>>>

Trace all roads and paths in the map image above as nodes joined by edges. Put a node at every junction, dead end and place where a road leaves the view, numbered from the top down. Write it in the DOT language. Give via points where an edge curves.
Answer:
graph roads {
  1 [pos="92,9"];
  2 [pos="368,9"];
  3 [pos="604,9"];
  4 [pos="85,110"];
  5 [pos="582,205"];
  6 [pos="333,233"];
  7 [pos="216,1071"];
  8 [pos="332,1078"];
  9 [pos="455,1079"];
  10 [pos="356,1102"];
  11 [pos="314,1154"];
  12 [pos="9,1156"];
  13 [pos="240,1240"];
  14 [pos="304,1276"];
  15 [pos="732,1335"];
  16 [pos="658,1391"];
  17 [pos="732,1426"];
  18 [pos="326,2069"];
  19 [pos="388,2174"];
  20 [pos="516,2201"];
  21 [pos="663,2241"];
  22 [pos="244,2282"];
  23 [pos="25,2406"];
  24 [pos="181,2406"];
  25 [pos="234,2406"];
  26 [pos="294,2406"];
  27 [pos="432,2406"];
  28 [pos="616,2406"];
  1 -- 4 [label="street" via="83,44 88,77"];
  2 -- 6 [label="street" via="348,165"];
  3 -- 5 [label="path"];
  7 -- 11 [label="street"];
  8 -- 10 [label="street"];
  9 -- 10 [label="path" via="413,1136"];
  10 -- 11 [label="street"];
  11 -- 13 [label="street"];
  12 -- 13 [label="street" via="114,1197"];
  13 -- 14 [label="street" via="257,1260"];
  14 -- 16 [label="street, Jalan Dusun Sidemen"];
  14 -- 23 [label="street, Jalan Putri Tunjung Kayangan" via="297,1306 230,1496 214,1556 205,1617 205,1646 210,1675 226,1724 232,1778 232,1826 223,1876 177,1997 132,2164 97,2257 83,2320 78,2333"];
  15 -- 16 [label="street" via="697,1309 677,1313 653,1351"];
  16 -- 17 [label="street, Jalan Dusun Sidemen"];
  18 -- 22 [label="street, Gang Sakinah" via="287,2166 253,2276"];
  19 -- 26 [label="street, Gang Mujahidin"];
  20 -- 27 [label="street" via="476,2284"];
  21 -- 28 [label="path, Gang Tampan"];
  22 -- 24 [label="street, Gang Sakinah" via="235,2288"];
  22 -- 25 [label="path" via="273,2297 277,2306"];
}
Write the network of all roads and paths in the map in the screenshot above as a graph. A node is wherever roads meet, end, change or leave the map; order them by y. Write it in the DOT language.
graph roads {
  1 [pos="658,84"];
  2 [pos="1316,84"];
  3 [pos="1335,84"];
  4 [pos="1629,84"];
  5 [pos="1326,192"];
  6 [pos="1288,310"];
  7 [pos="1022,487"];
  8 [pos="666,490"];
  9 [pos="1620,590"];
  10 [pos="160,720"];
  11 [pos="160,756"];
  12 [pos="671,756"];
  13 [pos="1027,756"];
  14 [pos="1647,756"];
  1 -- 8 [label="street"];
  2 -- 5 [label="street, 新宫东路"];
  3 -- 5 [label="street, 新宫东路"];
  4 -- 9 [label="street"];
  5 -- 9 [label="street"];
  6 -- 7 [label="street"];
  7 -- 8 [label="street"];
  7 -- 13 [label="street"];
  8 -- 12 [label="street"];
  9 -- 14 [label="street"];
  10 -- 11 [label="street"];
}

<<<

_Task directions_: Could you copy each line of the material that holds "roads"?

_Response_:
Trace all roads and paths in the map image above as nodes joined by edges. Put a node at every junction, dead end and place where a road leaves the view, numbered from the top down. Write it in the DOT language. Give via points where an edge curves.
graph roads {
Write the network of all roads and paths in the map in the screenshot above as a graph. A node is wherever roads meet, end, change or leave the map; order them by y. Write it in the DOT language.
graph roads {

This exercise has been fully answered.